Katie Curtis

Personal information
- Full name: Katharine Curtis
- Born: 30 April 2002 (age 24) Cambridge, England

Sport
- Sport: Field hockey
- Position: Midfield
- Club: Teddington

National team
- Years: Team / Caps / Goals
- 2022–2023: England U–21 / 19 / (0)
- 2024–: England / 3 / (0)

Medal record
Women's field hockey
Representing England
FIH Junior World Cup
| Bronze medal – third place | 2022 Potchefstroom | Team |

= Katie Curtis (field hockey) =

German field hockey player (born 2003)

Katharine 'Katie' Curtis (born 30 April 2002) is a field hockey player from England.

==Personal life==
Katie Curtis was born and raised in Cambridge, England.

==England==
===Under–21===
In 2021, Curtis was named in the England U–21 squad for the FIH Junior World Cup in Potchefstroom. Due to the COVID-19 pandemic, the competition was later postponed resulting in squad changes, however Curtis retained her place in the side. At the delayed event, she helped the team to England's first ever bronze medal. Later that year she represented the team again at the EuroHockey U–21 Championship in Ghent.

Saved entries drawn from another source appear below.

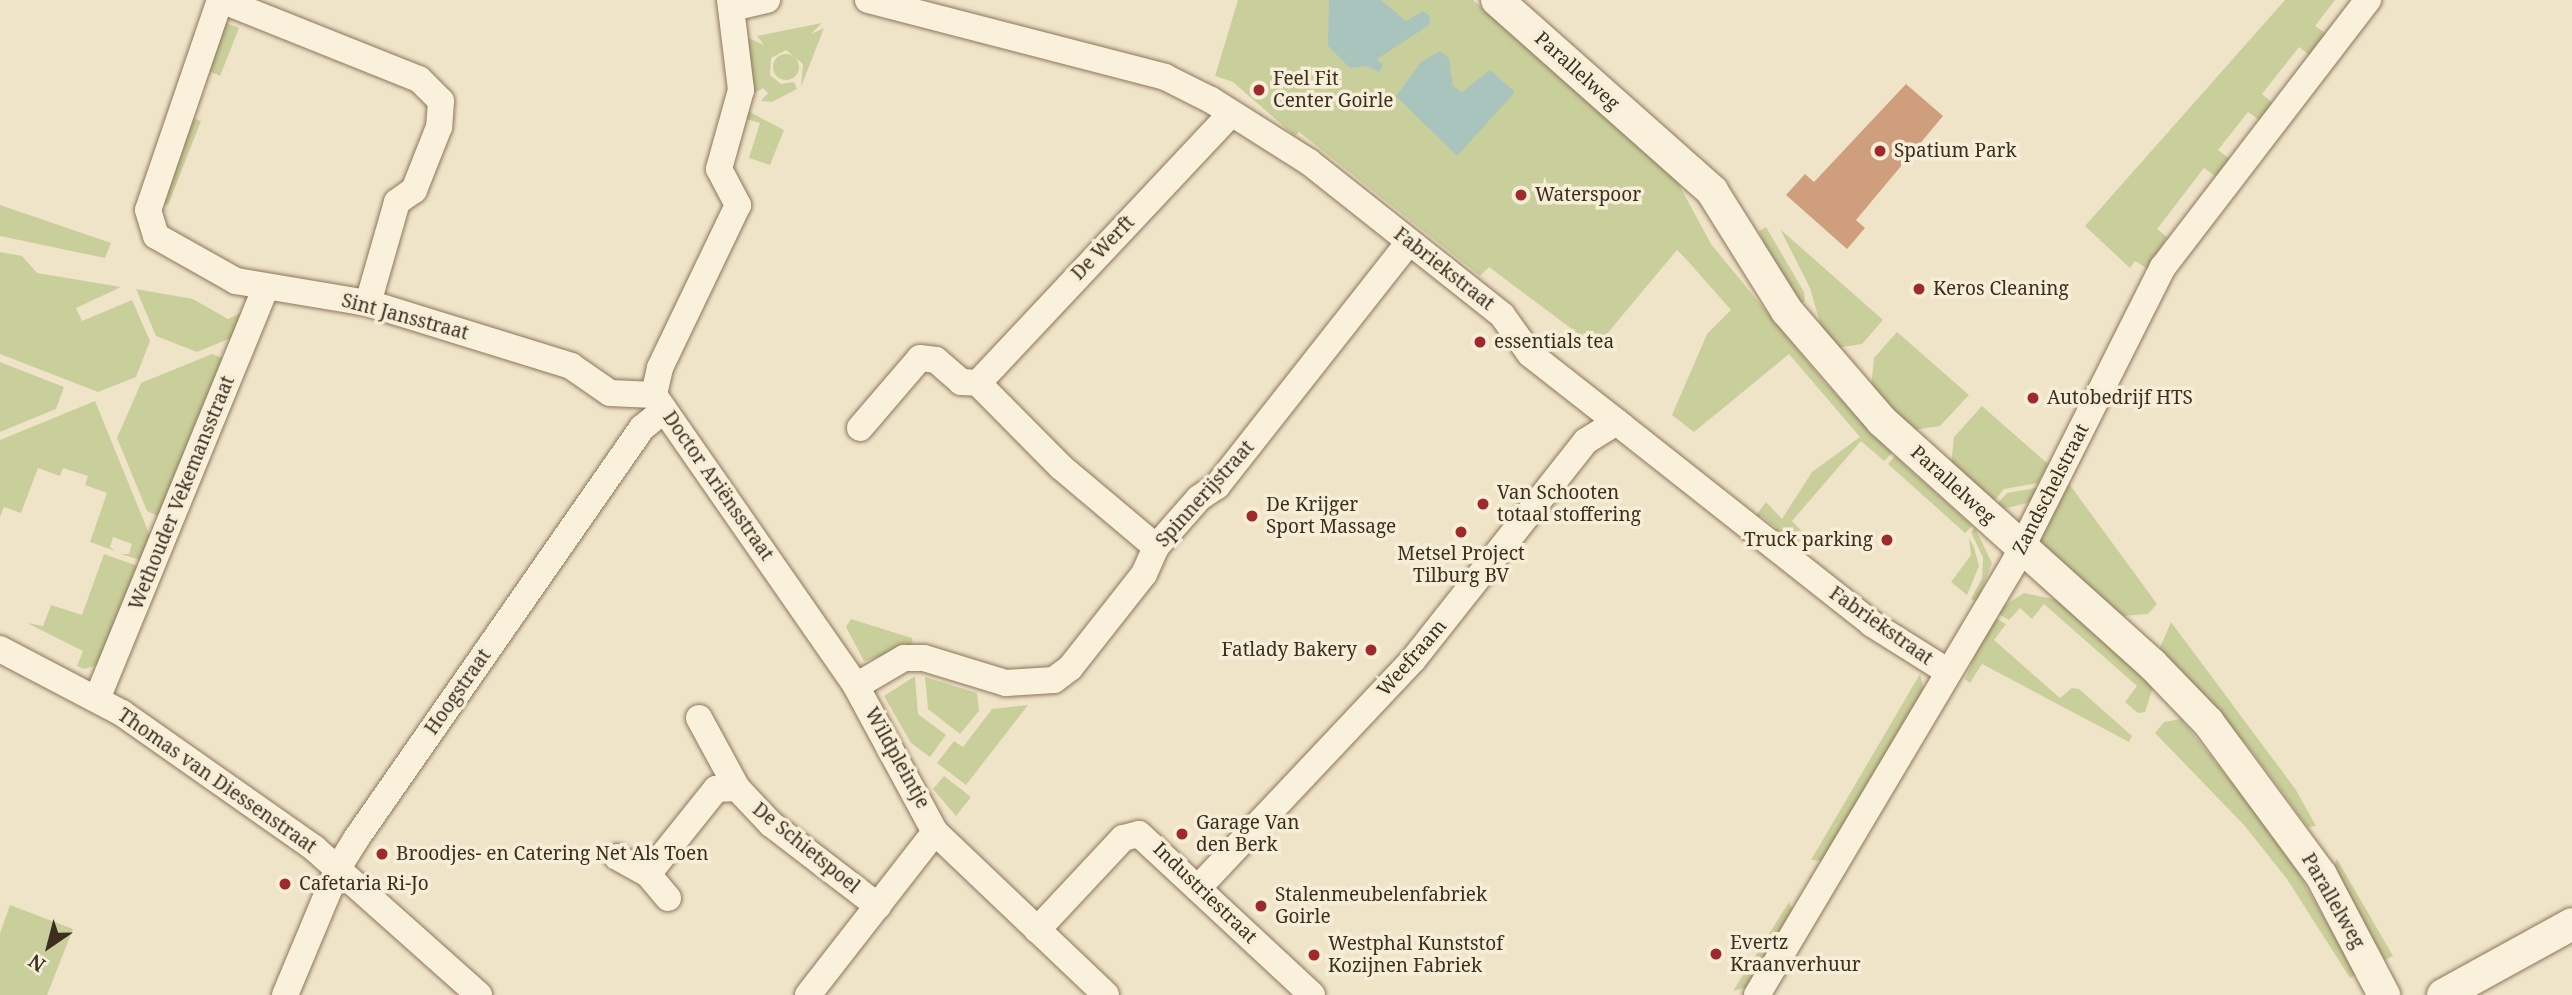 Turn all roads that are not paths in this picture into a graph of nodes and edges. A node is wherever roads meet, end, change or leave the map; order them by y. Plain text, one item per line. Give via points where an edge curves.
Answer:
1 (767, 0) edge
2 (868, 0) edge
3 (1497, 0) edge
4 (2368, 0) edge
5 (219, 3) edge
6 (731, 4) edge
7 (1231, 114) junction
8 (1409, 242) junction
9 (266, 287) junction
10 (368, 303) junction
11 (978, 383) junction
12 (659, 403) junction
13 (1616, 422) junction
14 (860, 428) dead end
15 (2021, 545) junction
16 (1156, 547) junction
17 (0, 649) edge
18 (1947, 671) junction
19 (856, 685) junction
20 (97, 699) junction
21 (699, 718) dead end
22 (737, 788) junction
23 (935, 832) junction
24 (617, 857) dead end
25 (338, 868) junction
26 (648, 874) junction
27 (1199, 887) junction
28 (668, 898) dead end
29 (877, 906) junction
30 (2572, 924) edge
31 (1037, 930) junction
32 (285, 995) edge
33 (480, 995) edge
34 (807, 995) edge
35 (1105, 995) edge
36 (1312, 995) edge
37 (1757, 995) edge
38 (2384, 995) edge
39 (2443, 995) edge

1 - 6 street
2 - 7 street, Fabriekstraat via 1165,77
3 - 15 street, Parallelweg via 1712,191 1768,284 1846,384
4 - 15 street, Zandschelstraat via 2163,267
5 - 9 street, Sint Jansstraat via 148,210 156,236 236,281
5 - 10 street via 419,79 441,101 439,127 414,190 397,202
6 - 12 street, Doctor Ariënsstraat via 741,90 719,169 738,205 654,381
7 - 8 street, Fabriekstraat via 1309,162
7 - 11 street, De Werft
8 - 13 street, Fabriekstraat via 1502,315 1530,354
8 - 16 street, Spinnerijstraat via 1217,486 1199,498
9 - 10 street, Sint Jansstraat
9 - 20 street, Wethouder Vekemansstraat
10 - 12 street, Sint Jansstraat via 571,366 610,393
11 - 14 street via 961,382 936,360 920,358
11 - 16 street via 1061,467
12 - 19 street, Doctor Ariënsstraat
12 - 25 street, Hoogstraat
13 - 18 street, Fabriekstraat via 1872,624
13 - 27 street, Weefraam via 1587,441 1413,660
15 - 18 street, Zandschelstraat
15 - 38 street, Parallelweg via 2179,691 2252,777 2321,875
16 - 19 street, Spinnerijstraat via 1144,574 1070,668 1054,680 1006,683 924,658 904,658
17 - 20 street, Thomas van Diessenstraat
18 - 37 street, Zandschelstraat
19 - 23 street, Wildpleintje
20 - 25 street, Thomas van Diessenstraat
21 - 22 street, De Schietspoel
22 - 26 street, De Schietspoel via 716,789
22 - 29 street, De Schietspoel via 771,824
23 - 29 street
23 - 31 street, Wildpleintje
24 - 26 street
25 - 32 street, Hoogstraat
25 - 33 street, Thomas van Diessenstraat
26 - 28 street
27 - 31 street, Industriestraat via 1147,838 1131,833
27 - 36 street, Industriestraat
29 - 34 street
30 - 39 street
31 - 35 street, Wildpleintje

In 2023, Curtis represented the English U–21 side again. She featured in the fourth-place finish at the FIH Junior World Cup in Santiago.

===Senior national squad===
Curtis received her maiden call up to the senior national squad in 2023. She was included in the English squad for a tour of Spain, where she made her debut in a match against India during a Four–Nations Tournament in Terrassa.

In 2025, she travelled with the national team to India for their second away leg of the 2024–25 FIH Pro League.

==Great Britain==
Alongside nine other players, Curtis was officially raised to the Great Britain Hockey senior training programme in 2024.